The solution architect:
- Is responsible for the high-level design of the solution and system.
- Helps define the implementation strategy for AEM. For example, whether to implement a clustered installation, or a cold standby, or when a content delivery network (CDN) is needed.
- Also define the AEM solution architecture based on the client requirements. This can include the concept for user roles (with related rights), the relationship between templates and components, or when to use multi site management.
The business analyst:
- Is primarily responsible for gathering and analyzing the high-level requirements, then transforming these into specifications:
- for the project manager to use when planning the development
- for the development team to work from during design and development.
- Works closely with the client to analyse the requirements. They match these against:
- The definition of success.
- The criteria for success.
- KPIs (both business and performance based).
The development lead:
- Is responsible for the technical delivery of the project.
- Is responsible for selecting a development methodology that is compliant with client requirements.
- Draws up the development strategy:
- ensuring that it is aligned with the business and performance KPIs
- taking into account the success criteria and definition
- Works closely with the architect (especially when drawing up the development strategy for AEM) to define aspects such as the relationship between templates and components, the integration strategy for third party applications and any specialized functionality.
The quality lead:
- Is responsible for the quality of the delivery; ensuring that it meets the criteria for success and any KPIs defined by the client.
- Defines the quality metrics, aligns with all stakeholders, draws up the testing plans and ensures that they are executed.
- Creates and delivers reports to project stakeholders.
The system engineer:
- Is responsible for overseeing the project infrastructure.
- Is responsible for:
- the setup of internal development and test environments
- for matching those systems to the client systems
- Provides hardware recommendations, monitor the various implementations and provide operations support both prior to go live and afterwards.
The security lead:
- Is responsible for the overall security concept of the solution, ensuring that it is aligned with any requirements and policies from the client.
- Delivers a security concept, security operations and recommendations for any hardware based security concepts; such as zones and firewalls.
- Stakeholders
- People (often from the business) who have an interest (stake) in the success of the project.
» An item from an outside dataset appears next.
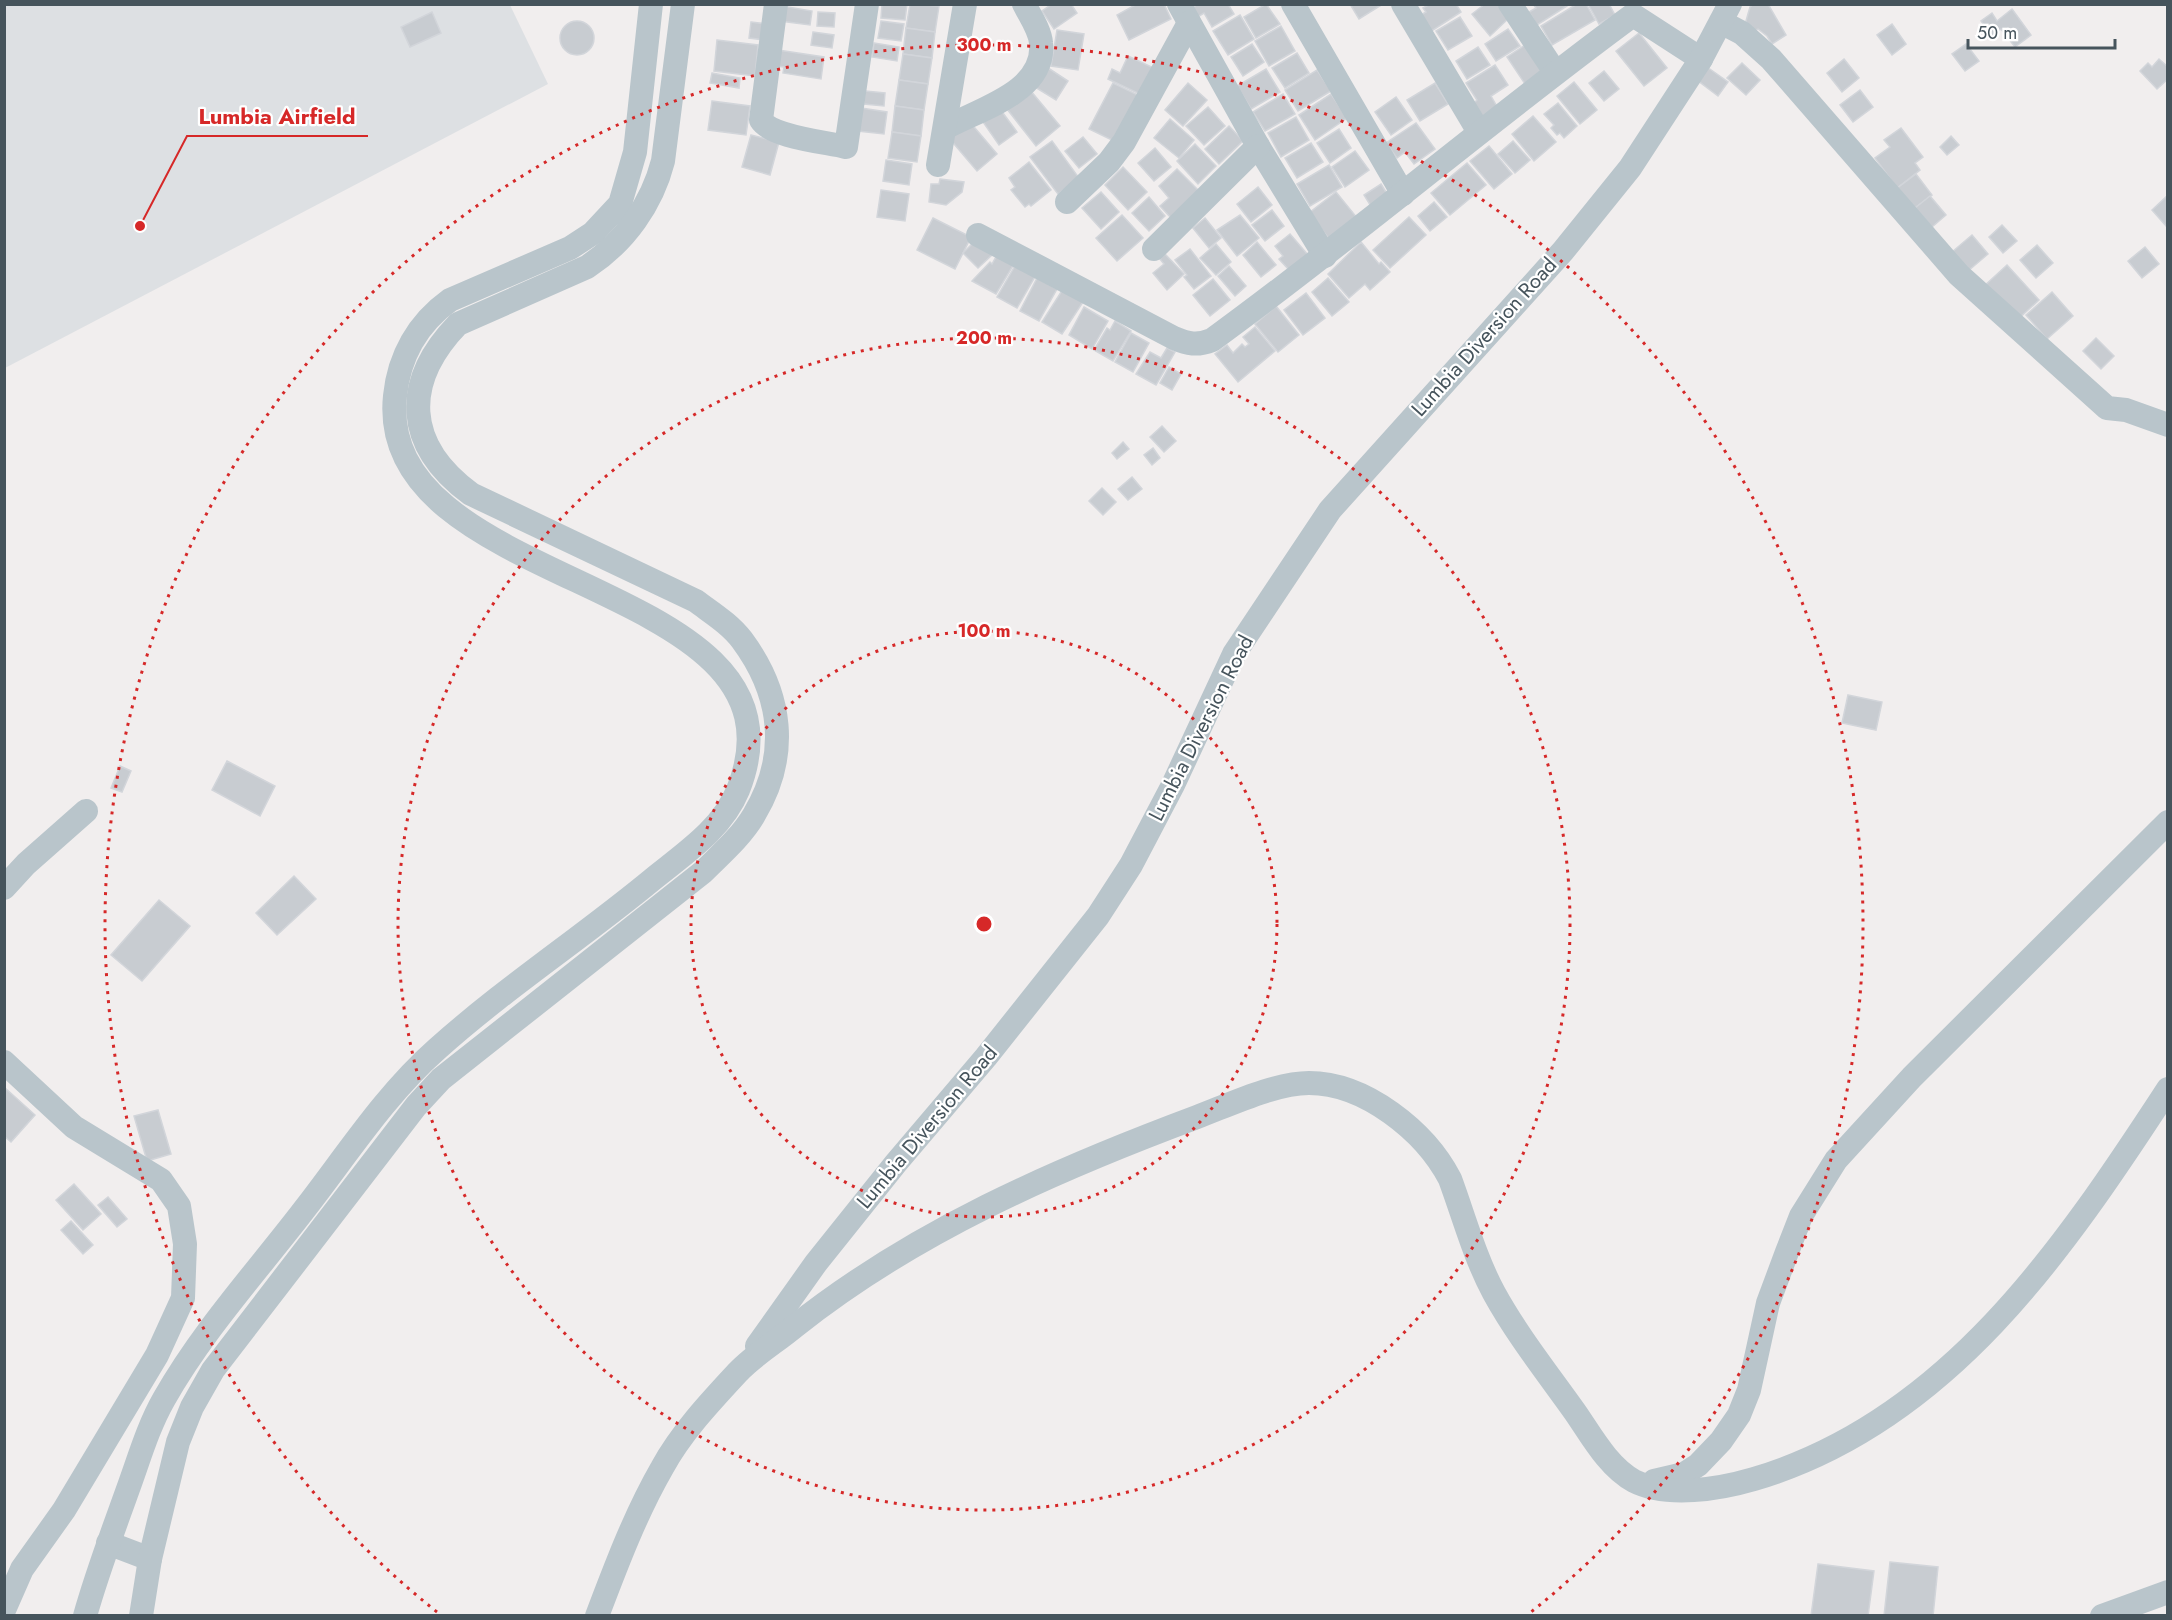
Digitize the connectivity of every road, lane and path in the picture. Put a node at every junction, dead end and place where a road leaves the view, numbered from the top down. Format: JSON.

They often contribute to the budget.
- Legal
- Legal advice is required when negotiating contracts.
- Trainers
- Depending on the scale and nature of the project, specialized trainers can be used to develop and present training sessions for the relevant groups.
- Technical Writers
- Depending on the scale and nature of the project, specialized technical writers can be used to write guidelines and manuals for specific groups; e.g. a Maintenance manual for system administrators or a User Guide for the authors.
- System Administrators
- Responsible for the ongoing operation of the system.
- Authors and End Users
- The people who will use the system to create and maintain your website content.
The checklists cover the Required Documents and Deliverables for each milestone.
- There is no 1:1 relationship between these; for example, a group of required documents can result in a single deliverable.
- A deliverable from one persona can be a required document for another persona during the same milestone.
The Required Documents are needed by the appropriate persona when producing their deliverables.
For each Required Document the persona should indicate:
- Y/N: whether it has been received.
- 1-3: an indication of the quality of the received document.
For each milestone the appropriate persona are responsible for delivering specific documents and therefore realizing their responsibilities for a specific milestone.
For each Deliverable the persona must indicate:
- Y/N: whether it has been completed.
Deliverables are often used as Required Documents for either the current or a later milestone.